→ Exercise directions: Each line of the data that includes the string "Court" is to be copied out.

(Stored data entries)
....
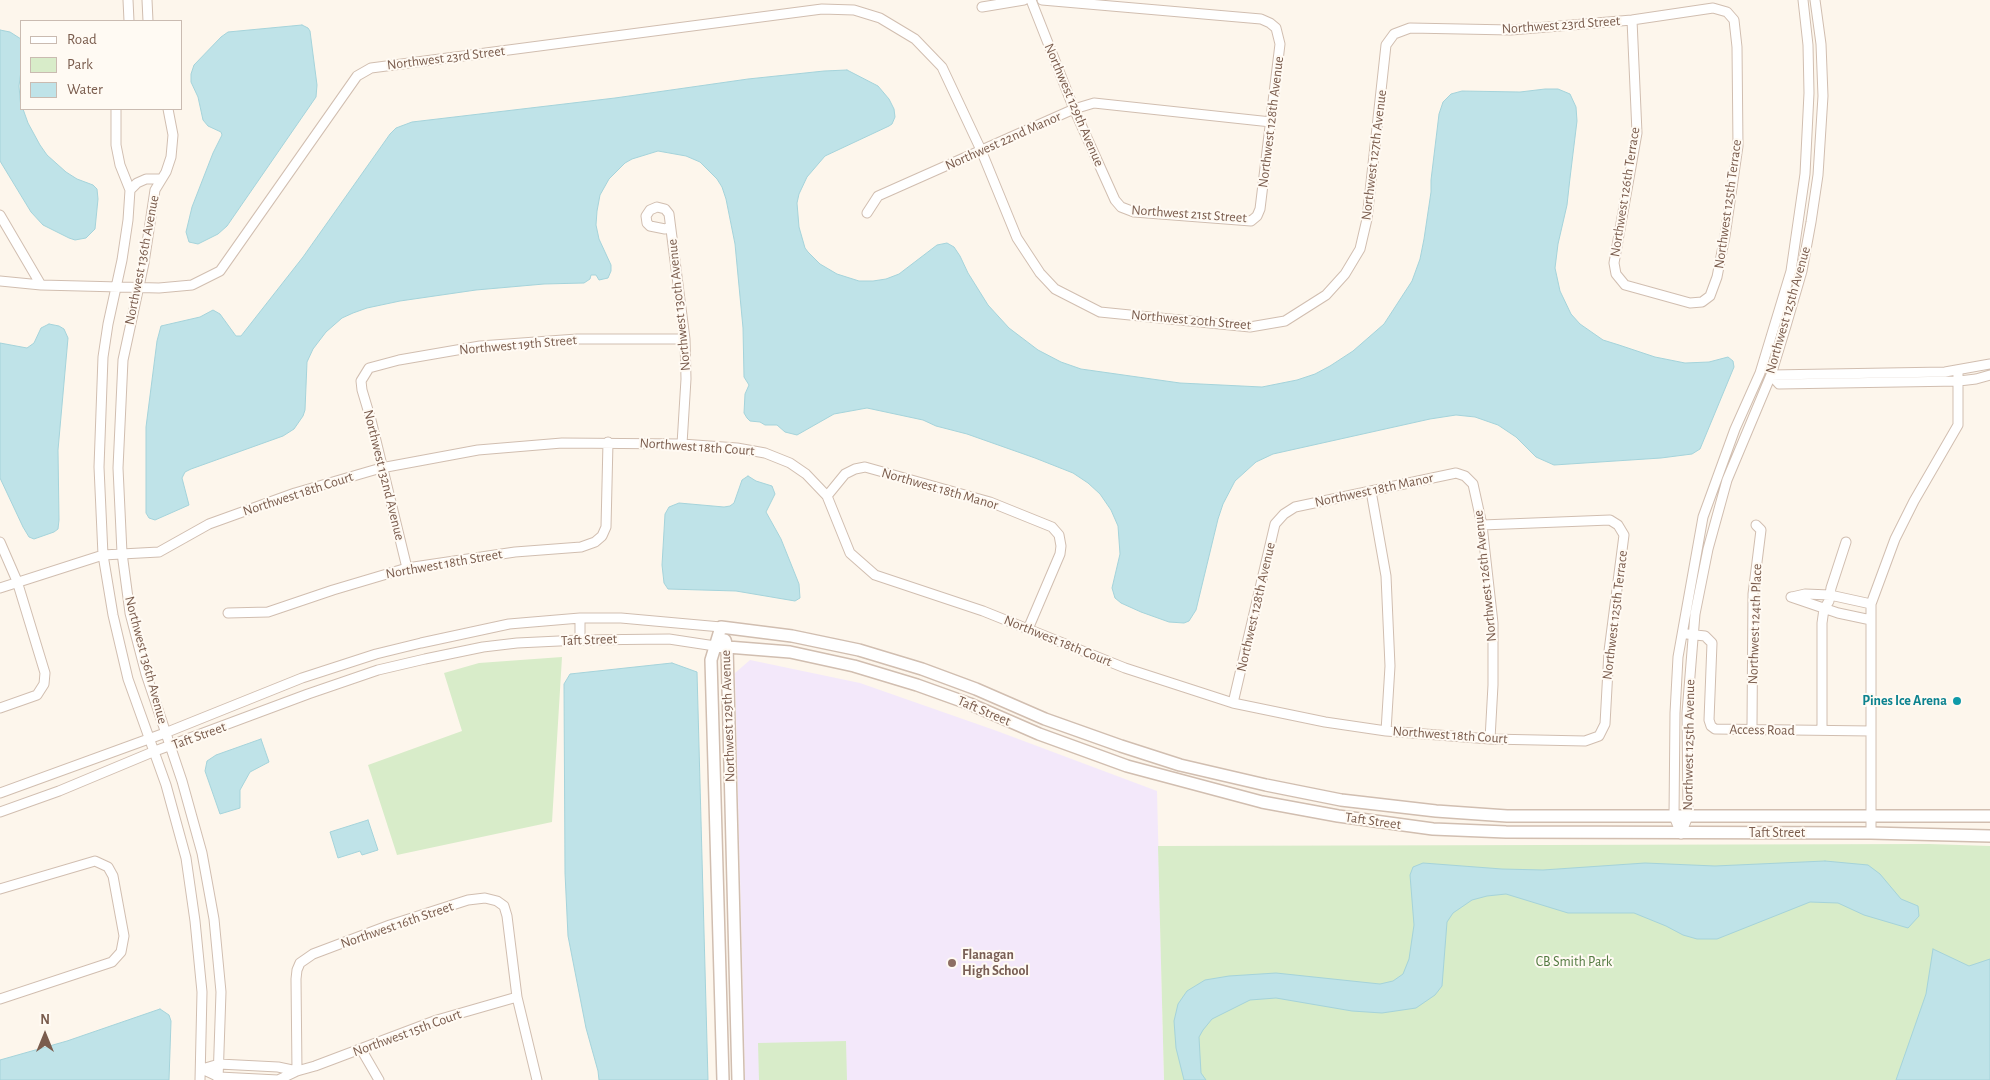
<!DOCTYPE html>
<html>
<head>
<meta charset="utf-8">
<style>
	body { margin:0 }
	#map { position:relative; width:1990px; height:1080px; overflow:hidden; background:#fdf6ec; font-family:"Alegreya Sans",sans-serif }
	canvas { display:block }
	.legend { position:absolute; left:20px; top:20px; width:162px; height:90px; box-sizing:border-box; background:#fffaf3; border:1px solid #cabbb1; margin:0; padding:6px 9px; list-style:none; font-size:15px; color:#7a5c4d }
	.legend li { display:flex; align-items:center; gap:10px; height:25px }
	.legend b { width:25px; border:1px solid #cabbb1 }
	.north { position:absolute; left:20px; top:1010px; width:50px; height:50px; -webkit-text-stroke:4px #fffaf3; paint-order:stroke; rotate:0deg; font-size:14px; font-weight:700; line-height:20px; text-align:center; color:#7a5c4d }
	.north::after { content:''; display:block; margin:auto; width:18px; height:22px; background:#7a5c4d; clip-path:polygon(50% 0,100% 100%,50% 72%,0 100%) }
</style>
</head>
<body>
<div id="map">
<canvas width="1990" height="1080"></canvas>
<ul class="legend">
<li><b style="height:6px;background:#fff"></b>Road</li>
<li><b style="height:14px;background:#d8ecc9"></b>Park</li>
<li><b style="height:14px;background:#bfe3e8"></b>Water</li>
</ul>
<div class="north">N</div>
</div>
<script>
const ctx = document.querySelector('canvas').getContext('2d');
ctx.lineJoin = 'round';
function paint(path, color) { ctx.fillStyle = color; ctx.fill(path, 'evenodd'); }
const poly = rows => new Path2D(rows.map(r => 'M' + r).join(''));
function strokePath(path, color, width, dash) { ctx.strokeStyle = color; ctx.lineWidth = width; ctx.lineCap = dash ? 'butt' : 'round'; ctx.setLineDash(dash || []); ctx.stroke(path); }
function drawText(font, color, halo, rows, align = 'center') {
  ctx.font = font + ' "Alegreya Sans",sans-serif'; ctx.lineWidth = 4; ctx.setLineDash([]); ctx.textBaseline = 'middle'; ctx.strokeStyle = halo; ctx.fillStyle = color; for (const [text, x, y, turn = 0] of rows) {
    ctx.save(); ctx.translate(x, y); ctx.rotate((+turn || 0) * Math.PI / 180); ctx.textAlign = isNaN(turn) ? turn : align; if (halo) ctx.strokeText(text, 0, 0); ctx.fillText(text, 0, 0); ctx.restore();
  }
}
paint(poly([
	[750,660,860,683,997,731,1157,791,1164,1080,745,1080,735,673]
]), '#f3e8fa');
paint(poly([
	[562,657,552,822,397,855,368,765,462,731,444,673,479,663],
	[1929,844,1990,846,1990,1080,1164,1080,1158,846],
	[846,1041,847,1080,759,1080,758,1043]
]), '#d8ecc9');
const water = poly([
	[302,25,308,28,310,31,317,85,316,97,227,226,218,234,198,244,189,242,186,232,192,207,213,153,222,135,221,132,208,126,203,120,198,97,191,82,191,74,194,65,221,37,228,32,302,25],
	[0,30,10,32,21,39,21,71,19,86,21,109,23,109,28,123,40,145,47,155,66,172,77,179,93,185,97,189,98,199,95,229,86,238,75,240,69,238,43,225,31,212,0,161,0,30],
	[847,70,878,86,889,99,894,109,895,117,892,124,889,126,825,156,807,177,799,194,797,203,799,227,805,248,808,252,820,264,837,274,859,281,873,281,886,279,899,274,937,245,947,243,954,247,960,256,968,273,988,305,1009,328,1038,350,1061,362,1081,369,1180,383,1262,387,1297,380,1315,374,1330,366,1353,351,1384,324,1412,281,1420,259,1424,239,1431,192,1431,180,1439,114,1443,102,1451,94,1462,91,1520,92,1545,89,1558,89,1570,94,1576,107,1577,121,1570,178,1567,205,1558,244,1555,268,1560,291,1571,314,1580,324,1603,340,1619,345,1655,357,1685,363,1709,362,1728,357,1733,361,1734,367,1700,449,1692,454,1661,458,1554,465,1536,457,1516,437,1498,425,1475,417,1456,415,1430,419,1273,454,1256,462,1235,481,1223,504,1218,519,1196,610,1189,621,1184,623,1169,622,1141,612,1121,603,1115,598,1112,588,1120,554,1118,526,1111,510,1100,494,1088,483,1073,473,1035,458,967,434,936,426,923,420,867,408,834,414,797,435,785,432,777,425,765,425,760,422,750,421,747,418,744,413,745,394,749,385,744,377,743,328,735,244,726,199,722,187,717,179,700,162,686,156,658,151,632,159,625,163,609,179,600,195,597,211,596,225,599,239,611,265,611,271,608,278,599,280,596,275,591,275,590,279,584,283,544,284,476,290,400,301,367,308,353,313,342,318,326,332,313,349,307,362,305,410,303,416,294,429,283,436,191,469,185,472,182,478,189,505,155,520,149,518,146,513,146,427,157,341,161,326,200,317,213,310,220,314,236,336,241,336,303,257,390,134,396,128,412,122,615,98,748,79,824,71,847,70],
	[49,324,59,326,64,329,68,338,58,450,59,520,58,529,54,532,34,539,29,537,23,527,0,478,0,343,27,348,34,343,41,328,49,324],
	[748,476,756,481,772,486,775,494,766,512,781,539,799,584,800,598,795,601,736,591,668,589,664,583,662,565,665,514,669,507,679,503,724,507,730,506,734,503,742,480,748,476],
	[672,663,697,672,708,1080,599,1080,598,1071,586,1028,568,936,565,873,564,684,570,674,672,663],
	[261,739,269,762,250,772,240,790,240,808,220,814,205,771,207,761,216,755,261,739],
	[368,820,378,850,362,855,360,851,338,858,330,832,368,820],
	[1825,861,1868,865,1880,874,1901,899,1918,906,1919,916,1908,928,1864,915,1838,903,1810,902,1717,939,1697,939,1683,935,1666,926,1634,913,1568,913,1506,894,1487,896,1472,900,1453,913,1447,922,1442,986,1435,995,1416,1008,1382,1013,1352,1011,1276,998,1250,1000,1212,1019,1203,1030,1199,1037,1201,1073,1206,1080,1184,1080,1176,1048,1174,1021,1178,1004,1187,991,1205,980,1229,976,1276,973,1380,984,1393,981,1403,974,1409,959,1414,925,1410,875,1413,867,1423,863,1502,869,1543,870,1645,863,1715,866,1825,861],
	[1933,949,1969,966,1990,959,1990,1080,1896,1080,1926,994,1933,949],
	[160,1009,169,1015,171,1021,169,1080,0,1080,0,1060,67,1041,160,1009]
]);
paint(water, '#bfe3e8');
strokePath(water, '#a5d3da', 1);
const minor = poly([
	[128,0,129,21],
	[147,0,148,21],
	[1031,0,1074,109,1115,200,1121,207,1134,212,1251,221,1257,216,1260,209,1280,44,1276,28,1270,23,1261,19,1042,0],
	[982,7,1024,0],
	[116,109,116,145,120,165,130,190,128,220,122,260,108,324,103,357,99,467,103,555,113,615,128,679,166,785,186,858,195,921,202,992,200,1080],
	[168,109,173,135,171,157,166,172,155,190,144,263,123,360,118,468,122,553,130,613,146,674,182,781,202,853,214,919,221,992,218,1080],
	[130,190,137,183,146,179,161,179],
	[867,213,878,196,1074,109,1094,103,1271,122],
	[0,215,41,285],
	[670,227,665,229,650,226,647,223,646,216,650,210,657,207,665,209,669,214,685,339,686,379,682,444],
	[0,281,41,285,159,288,192,285,220,271,357,76,371,68,822,9,854,10,880,18,915,39,942,67,981,150,1017,238,1040,273,1055,289,1100,312,1250,327,1285,321,1326,295,1345,274,1360,249,1367,219,1386,45,1394,34,1410,28,1511,30,1632,20,1713,8,1727,12,1734,20,1737,47,1738,146,1725,236,1717,277,1710,296,1702,302,1690,303,1625,285,1616,274,1614,263,1637,133,1632,20],
	[1771,375,1779,384,1959,381,1976,379,1990,375],
	[1771,375,1945,372,1990,364],
	[1371,491,1386,576,1390,666,1386,731],
	[827,496,845,474,855,469,865,467,990,502,1052,527,1059,535,1061,546,1060,554,1028,629],
	[0,542,17,581,45,673,44,684,37,695,0,708],
	[407,568,371,420,362,390,361,381,369,368,399,360,480,346,577,339,685,339],
	[0,588,103,555,159,552,209,524,295,493,381,468,478,450,562,443,682,444,737,448,765,453,790,463,806,474,827,496,850,553,875,575,983,611,1125,668,1233,703,1325,722,1386,731,1490,739,1585,741,1599,736,1605,724,1609,651,1624,535,1618,525,1610,520,1482,525],
	[1791,597,1838,613,1871,620],
	[1792,597,1805,594,1830,595,1871,604],
	[228,613,268,612,333,590,407,568,515,552,581,547,595,542,602,536,606,527,608,442],
	[580,618,580,640],
	[1687,634,1705,636,1712,643,1709,720,1711,726,1715,729,1871,731],
	[1233,703,1275,524,1284,514,1295,507,1456,473,1465,476,1473,484,1482,525,1493,623,1493,685,1490,739],
	[1752,725,1753,594,1761,530,1756,525],
	[1822,726,1822,623,1824,609,1829,601,1831,588,1846,542],
	[0,793,165,733,302,678,376,654,421,643,509,624,580,618,621,618,721,627],
	[0,812,59,791,155,751,308,694,378,670,425,659,483,647,517,643,580,640,669,639,715,646],
	[1871,833,1871,604,1895,539,1914,501,1958,425,1958,371],
	[1681,834,1674,816,1675,713,1678,657,1703,517,1735,429,1760,373,1791,271,1805,174,1809,93,1808,45,1803,0],
	[1681,834,1688,816,1687,713,1695,614,1708,549,1727,480,1771,375,1786,326,1802,271,1811,222,1818,175,1823,96,1821,44,1815,0],
	[0,889,95,861,108,867,113,876,124,936,121,952,112,962,0,999],
	[361,1049,379,1080],
	[202,1069,219,1077,278,1080,297,1071,315,1066,437,1020,517,997],
	[202,1069,219,1064,278,1067,297,1071],
	[297,1071,296,979,297,970,300,963,313,954,390,925,468,900,485,898,497,901,504,906,507,916,517,997,537,1080]
]);
const tertiary = poly([
	[721,627,792,636,859,650,922,669,976,689,1045,719,1121,746,1180,765,1266,785,1341,800,1436,811,1507,816,1990,816],
	[721,627,711,660,723,1080],
	[725,640,727,647,738,1080],
	[715,646,790,652,854,666,917,685,970,704,1039,734,1127,766,1262,802,1338,816,1433,829,1506,832,1871,833,1990,836]
]);
strokePath(minor, '#d1beb0', 11);
strokePath(tertiary, '#d1beb0', 14);
strokePath(minor, '#fff', 9);
strokePath(tertiary, '#fff', 11);
for (const [x, y, r, color] of [
	[1957,701,5,"#0f9aa8"],
	[952,963,5,"#8d6e63"]
]) { const dot = new Path2D(); dot.arc(x, y, r, 0, 2 * Math.PI); ctx.fillStyle = color; ctx.fill(dot); strokePath(dot, '#fffaf3', 2); }
drawText('14px', '#7a5c4d', '#fffaf3', [
	["Northwest 23rd Street",1561,25,-4],
	["Northwest 23rd Street",446,58,-7],
	["Northwest 129th Avenue",1074,105,67],
	["Northwest 128th Avenue",1271,122,-83],
	["Northwest 22nd Manor",1003,141,-24],
	["Northwest 127th Avenue",1374,155,-83],
	["Northwest 126th Terrace",1625,192,-81],
	["Northwest 125th Terrace",1728,204,-82],
	["Northwest 21st Street",1189,214,4],
	["Northwest 136th Avenue",142,260,-79],
	["Northwest 130th Avenue",679,305,-96],
	["Northwest 125th Avenue",1788,310,-74],
	["Northwest 20th Street",1191,320,5],
	["Northwest 19th Street",518,345,-5],
	["Northwest 18th Court",697,447,4],
	["Northwest 132nd Avenue",384,475,76],
	["Northwest 18th Manor",940,489,16],
	["Northwest 18th Manor",1374,490,-12],
	["Northwest 18th Court",298,494,-18],
	["Northwest 18th Street",444,564,-10],
	["Northwest 126th Avenue",1485,576,-96],
	["Northwest 128th Avenue",1256,607,-77],
	["Northwest 125th Terrace",1615,615,-83],
	["Northwest 124th Place",1755,624,-88],
	["Taft Street",589,640,-2],
	["Northwest 18th Court",1058,641,22],
	["Northwest 136th Avenue",146,660,75],
	["Taft Street",984,711,23],
	["Northwest 129th Avenue",728,716,-92],
	["Access Road",1762,730,1],
	["Northwest 18th Court",1450,735,4],
	["Taft Street",199,736,-20],
	["Northwest 125th Avenue",1689,745,-89],
	["Taft Street",1373,821,8],
	["Taft Street",1777,833],
	["Northwest 16th Street",397,925,-19],
	["Northwest 15th Court",407,1033,-20]
]);
drawText('bold 14px', '#0d838f', '#fffaf3', [
	["Pines Ice Arena",1947,701]
], 'right');
drawText('bold 14px', '#785e54', '#fffaf3', [
	["Flanagan",962,955],
	["High School",962,971]
], 'left');
drawText('14px', '#537a41', '#fffaf3', [
	["CB Smith Park",1574,962]
]);
</script>
</body>
</html>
....
→ Your solution:
	["Northwest 18th Court",697,447,4],
	["Northwest 18th Court",298,494,-18],
	["Northwest 18th Court",1058,641,22],
	["Northwest 18th Court",1450,735,4],
	["Northwest 15th Court",407,1033,-20]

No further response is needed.